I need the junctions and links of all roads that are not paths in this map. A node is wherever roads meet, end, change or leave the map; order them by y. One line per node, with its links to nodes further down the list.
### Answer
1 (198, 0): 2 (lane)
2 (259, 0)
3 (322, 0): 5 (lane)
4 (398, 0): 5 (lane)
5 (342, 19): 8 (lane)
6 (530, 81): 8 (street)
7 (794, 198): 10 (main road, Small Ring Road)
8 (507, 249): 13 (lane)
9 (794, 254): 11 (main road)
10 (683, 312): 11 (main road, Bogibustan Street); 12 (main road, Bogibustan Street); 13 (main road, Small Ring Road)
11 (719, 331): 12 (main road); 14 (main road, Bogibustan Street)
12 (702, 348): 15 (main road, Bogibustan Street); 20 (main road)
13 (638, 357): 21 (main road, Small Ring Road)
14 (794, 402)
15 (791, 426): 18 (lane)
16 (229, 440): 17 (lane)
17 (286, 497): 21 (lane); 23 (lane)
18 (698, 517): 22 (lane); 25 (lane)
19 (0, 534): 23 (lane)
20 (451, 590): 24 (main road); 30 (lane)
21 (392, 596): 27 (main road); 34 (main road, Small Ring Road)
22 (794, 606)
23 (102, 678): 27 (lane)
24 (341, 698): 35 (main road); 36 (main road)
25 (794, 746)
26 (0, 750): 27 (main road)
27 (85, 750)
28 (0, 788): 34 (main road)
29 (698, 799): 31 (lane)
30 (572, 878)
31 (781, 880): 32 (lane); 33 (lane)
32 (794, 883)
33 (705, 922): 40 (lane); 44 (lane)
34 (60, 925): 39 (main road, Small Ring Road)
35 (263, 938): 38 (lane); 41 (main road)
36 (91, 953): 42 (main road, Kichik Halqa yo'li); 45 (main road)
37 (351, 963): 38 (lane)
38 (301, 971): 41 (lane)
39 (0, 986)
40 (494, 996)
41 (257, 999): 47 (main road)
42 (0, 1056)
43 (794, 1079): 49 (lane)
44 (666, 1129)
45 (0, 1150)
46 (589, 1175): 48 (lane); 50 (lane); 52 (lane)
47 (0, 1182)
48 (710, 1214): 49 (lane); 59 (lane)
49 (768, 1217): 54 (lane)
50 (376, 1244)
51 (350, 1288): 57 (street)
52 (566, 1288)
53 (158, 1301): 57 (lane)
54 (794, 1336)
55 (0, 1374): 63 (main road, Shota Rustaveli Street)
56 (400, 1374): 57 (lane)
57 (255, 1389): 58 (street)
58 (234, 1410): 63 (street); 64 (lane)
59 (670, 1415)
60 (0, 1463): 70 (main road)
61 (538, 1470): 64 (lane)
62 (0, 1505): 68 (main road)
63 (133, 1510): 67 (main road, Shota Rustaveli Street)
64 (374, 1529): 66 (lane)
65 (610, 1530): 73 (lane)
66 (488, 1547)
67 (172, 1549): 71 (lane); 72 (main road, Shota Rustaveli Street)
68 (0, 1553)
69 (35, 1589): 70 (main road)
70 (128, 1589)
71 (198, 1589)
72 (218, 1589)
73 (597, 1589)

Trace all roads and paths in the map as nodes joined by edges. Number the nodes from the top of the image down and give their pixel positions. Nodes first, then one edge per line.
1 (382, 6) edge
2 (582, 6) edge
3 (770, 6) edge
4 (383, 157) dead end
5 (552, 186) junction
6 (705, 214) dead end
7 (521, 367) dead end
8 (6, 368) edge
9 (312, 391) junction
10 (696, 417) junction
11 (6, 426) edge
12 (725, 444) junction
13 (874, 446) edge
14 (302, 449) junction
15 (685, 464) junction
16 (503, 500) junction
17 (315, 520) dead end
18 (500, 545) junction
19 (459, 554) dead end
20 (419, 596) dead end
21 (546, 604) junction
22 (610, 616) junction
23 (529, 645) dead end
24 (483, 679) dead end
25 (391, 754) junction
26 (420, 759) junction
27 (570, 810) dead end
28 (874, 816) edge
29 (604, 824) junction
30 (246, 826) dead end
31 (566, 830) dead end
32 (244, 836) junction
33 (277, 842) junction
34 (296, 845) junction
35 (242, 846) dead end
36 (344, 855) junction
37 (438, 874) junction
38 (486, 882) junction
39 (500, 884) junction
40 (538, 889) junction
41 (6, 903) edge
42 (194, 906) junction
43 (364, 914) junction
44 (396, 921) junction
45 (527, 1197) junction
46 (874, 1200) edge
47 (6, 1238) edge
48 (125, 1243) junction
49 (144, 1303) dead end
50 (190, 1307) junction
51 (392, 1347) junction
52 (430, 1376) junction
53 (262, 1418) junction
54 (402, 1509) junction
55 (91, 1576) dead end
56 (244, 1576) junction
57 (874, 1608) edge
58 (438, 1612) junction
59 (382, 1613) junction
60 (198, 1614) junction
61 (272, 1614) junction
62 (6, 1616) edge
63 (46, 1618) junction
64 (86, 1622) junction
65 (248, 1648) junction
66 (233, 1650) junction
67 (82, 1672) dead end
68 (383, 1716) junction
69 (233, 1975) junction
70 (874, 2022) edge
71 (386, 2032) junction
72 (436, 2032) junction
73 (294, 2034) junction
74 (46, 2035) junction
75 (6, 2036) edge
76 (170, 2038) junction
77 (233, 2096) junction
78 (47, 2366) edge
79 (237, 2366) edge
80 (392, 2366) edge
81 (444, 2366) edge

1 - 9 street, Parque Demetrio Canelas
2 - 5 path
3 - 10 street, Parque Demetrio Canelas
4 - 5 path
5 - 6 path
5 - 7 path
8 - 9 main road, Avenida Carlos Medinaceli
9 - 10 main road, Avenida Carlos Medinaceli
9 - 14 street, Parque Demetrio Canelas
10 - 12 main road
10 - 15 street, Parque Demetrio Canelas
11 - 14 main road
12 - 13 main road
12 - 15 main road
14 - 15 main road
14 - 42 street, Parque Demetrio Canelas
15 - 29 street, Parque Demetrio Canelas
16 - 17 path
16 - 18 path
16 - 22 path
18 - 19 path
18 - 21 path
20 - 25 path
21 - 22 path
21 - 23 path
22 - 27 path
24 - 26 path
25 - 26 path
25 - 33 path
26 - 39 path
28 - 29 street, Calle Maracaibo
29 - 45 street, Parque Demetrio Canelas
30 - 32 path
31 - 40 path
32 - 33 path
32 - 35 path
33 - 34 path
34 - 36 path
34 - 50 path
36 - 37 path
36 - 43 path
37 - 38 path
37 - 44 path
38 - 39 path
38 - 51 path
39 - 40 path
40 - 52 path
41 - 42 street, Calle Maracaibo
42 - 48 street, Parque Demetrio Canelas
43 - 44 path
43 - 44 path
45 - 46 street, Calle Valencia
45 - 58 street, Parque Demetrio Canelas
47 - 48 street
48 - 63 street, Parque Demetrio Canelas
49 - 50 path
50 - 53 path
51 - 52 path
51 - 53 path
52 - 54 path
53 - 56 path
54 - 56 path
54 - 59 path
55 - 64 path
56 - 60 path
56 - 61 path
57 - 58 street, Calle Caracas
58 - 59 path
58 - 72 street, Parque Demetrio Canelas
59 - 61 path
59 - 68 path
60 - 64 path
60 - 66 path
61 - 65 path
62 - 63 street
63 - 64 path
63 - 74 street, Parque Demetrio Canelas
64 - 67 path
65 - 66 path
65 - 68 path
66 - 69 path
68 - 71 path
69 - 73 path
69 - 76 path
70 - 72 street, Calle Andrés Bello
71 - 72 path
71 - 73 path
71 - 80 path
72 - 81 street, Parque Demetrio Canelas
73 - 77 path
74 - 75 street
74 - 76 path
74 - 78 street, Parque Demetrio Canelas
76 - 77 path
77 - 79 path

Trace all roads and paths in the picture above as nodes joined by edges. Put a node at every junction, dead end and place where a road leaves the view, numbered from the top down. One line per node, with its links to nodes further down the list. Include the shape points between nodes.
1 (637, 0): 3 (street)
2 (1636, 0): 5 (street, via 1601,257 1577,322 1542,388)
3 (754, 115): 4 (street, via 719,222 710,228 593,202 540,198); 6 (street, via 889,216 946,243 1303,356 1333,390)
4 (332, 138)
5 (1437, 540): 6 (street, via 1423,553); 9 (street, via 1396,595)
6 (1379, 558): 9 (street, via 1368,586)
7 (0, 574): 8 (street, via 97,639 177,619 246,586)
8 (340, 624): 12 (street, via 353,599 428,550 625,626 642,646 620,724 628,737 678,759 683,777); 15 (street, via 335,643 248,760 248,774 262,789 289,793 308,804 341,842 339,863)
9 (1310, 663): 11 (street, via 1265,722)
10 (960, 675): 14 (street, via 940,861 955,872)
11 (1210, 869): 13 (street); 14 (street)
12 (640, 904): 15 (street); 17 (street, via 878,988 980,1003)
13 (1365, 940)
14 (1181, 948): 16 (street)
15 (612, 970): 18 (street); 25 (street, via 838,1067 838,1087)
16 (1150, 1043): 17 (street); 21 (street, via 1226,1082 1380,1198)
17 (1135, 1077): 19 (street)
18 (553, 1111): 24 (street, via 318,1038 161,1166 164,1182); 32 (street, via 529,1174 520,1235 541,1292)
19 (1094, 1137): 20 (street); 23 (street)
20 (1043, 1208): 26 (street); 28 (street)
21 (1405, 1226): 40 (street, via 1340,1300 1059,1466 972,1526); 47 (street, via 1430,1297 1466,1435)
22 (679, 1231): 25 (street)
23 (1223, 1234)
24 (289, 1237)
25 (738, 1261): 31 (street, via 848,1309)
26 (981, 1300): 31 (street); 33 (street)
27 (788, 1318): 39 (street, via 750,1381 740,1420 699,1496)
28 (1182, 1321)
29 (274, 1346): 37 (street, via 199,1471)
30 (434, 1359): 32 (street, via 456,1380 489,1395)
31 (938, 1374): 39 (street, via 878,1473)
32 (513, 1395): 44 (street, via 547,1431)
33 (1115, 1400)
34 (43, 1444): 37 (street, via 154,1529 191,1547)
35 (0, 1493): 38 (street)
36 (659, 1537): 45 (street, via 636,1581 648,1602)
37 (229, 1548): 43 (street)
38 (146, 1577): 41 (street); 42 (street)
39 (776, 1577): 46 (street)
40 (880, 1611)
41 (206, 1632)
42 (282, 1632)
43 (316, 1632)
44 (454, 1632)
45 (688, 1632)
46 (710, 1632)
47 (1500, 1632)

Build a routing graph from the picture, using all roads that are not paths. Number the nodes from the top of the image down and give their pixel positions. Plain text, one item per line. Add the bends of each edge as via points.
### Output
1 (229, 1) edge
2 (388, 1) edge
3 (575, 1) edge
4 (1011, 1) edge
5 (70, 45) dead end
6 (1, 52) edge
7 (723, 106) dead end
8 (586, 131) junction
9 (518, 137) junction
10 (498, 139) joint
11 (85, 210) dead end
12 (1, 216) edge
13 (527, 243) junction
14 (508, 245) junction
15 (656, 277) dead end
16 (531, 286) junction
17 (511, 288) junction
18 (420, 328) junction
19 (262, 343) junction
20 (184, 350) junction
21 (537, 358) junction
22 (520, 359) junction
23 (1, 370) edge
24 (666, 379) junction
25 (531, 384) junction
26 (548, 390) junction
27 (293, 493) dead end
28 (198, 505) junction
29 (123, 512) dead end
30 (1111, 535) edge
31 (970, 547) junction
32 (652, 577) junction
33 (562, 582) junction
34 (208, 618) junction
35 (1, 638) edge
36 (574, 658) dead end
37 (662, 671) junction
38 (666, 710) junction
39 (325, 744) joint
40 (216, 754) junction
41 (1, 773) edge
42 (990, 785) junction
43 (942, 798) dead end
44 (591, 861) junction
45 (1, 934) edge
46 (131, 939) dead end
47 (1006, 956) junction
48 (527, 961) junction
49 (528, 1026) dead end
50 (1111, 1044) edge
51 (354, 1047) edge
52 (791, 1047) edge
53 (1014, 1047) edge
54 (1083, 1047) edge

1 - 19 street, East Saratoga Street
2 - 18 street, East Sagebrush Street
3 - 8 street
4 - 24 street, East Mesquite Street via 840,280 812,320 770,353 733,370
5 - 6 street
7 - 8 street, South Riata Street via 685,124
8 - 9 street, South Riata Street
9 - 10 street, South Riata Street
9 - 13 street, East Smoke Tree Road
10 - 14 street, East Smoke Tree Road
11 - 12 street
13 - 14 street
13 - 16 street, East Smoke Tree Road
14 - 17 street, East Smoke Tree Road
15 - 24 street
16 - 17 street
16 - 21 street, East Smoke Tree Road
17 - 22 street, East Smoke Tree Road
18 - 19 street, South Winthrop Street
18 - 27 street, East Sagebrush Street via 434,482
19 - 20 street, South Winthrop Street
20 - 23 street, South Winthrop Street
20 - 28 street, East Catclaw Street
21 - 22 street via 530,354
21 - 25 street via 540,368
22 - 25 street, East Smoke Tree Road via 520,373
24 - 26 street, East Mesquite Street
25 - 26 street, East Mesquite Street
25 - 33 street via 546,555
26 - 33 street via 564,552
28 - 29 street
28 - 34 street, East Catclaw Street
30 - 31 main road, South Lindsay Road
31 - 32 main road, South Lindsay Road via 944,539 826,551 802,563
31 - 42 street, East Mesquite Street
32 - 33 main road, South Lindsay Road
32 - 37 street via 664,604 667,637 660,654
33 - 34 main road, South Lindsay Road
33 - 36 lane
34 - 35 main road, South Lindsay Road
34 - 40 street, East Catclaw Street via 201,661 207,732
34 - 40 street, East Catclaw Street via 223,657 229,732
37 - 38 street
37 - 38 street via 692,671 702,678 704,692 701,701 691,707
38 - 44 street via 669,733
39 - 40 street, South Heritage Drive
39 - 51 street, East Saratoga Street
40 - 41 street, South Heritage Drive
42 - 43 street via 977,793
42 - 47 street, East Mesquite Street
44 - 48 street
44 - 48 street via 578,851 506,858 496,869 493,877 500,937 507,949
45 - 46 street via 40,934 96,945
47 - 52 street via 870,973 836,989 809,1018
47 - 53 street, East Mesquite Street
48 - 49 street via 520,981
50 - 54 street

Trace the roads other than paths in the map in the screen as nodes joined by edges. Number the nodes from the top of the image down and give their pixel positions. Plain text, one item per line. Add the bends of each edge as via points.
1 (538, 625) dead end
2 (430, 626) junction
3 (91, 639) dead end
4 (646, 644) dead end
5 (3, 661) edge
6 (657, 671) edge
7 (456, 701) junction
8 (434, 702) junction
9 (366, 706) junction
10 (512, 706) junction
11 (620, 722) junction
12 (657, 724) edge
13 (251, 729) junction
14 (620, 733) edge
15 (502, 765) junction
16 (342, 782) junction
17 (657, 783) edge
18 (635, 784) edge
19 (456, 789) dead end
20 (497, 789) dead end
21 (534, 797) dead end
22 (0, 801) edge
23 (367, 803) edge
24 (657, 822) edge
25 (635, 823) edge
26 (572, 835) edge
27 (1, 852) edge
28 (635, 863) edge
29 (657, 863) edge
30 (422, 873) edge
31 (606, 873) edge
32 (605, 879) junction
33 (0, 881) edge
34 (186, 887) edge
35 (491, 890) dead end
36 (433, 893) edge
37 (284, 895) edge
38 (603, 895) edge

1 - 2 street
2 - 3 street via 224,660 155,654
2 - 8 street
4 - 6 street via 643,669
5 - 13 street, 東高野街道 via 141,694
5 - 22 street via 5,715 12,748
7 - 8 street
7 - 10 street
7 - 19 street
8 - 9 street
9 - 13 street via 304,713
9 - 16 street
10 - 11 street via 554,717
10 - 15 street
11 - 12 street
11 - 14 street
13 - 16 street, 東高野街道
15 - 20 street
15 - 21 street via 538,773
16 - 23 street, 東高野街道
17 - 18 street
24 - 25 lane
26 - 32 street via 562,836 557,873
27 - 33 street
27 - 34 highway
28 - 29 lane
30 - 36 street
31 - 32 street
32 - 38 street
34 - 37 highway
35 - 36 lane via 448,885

+++

Which lines of the records above contain the word "Sagebrush"? Show each of them.

2 - 18 street, East Sagebrush Street
18 - 27 street, East Sagebrush Street via 434,482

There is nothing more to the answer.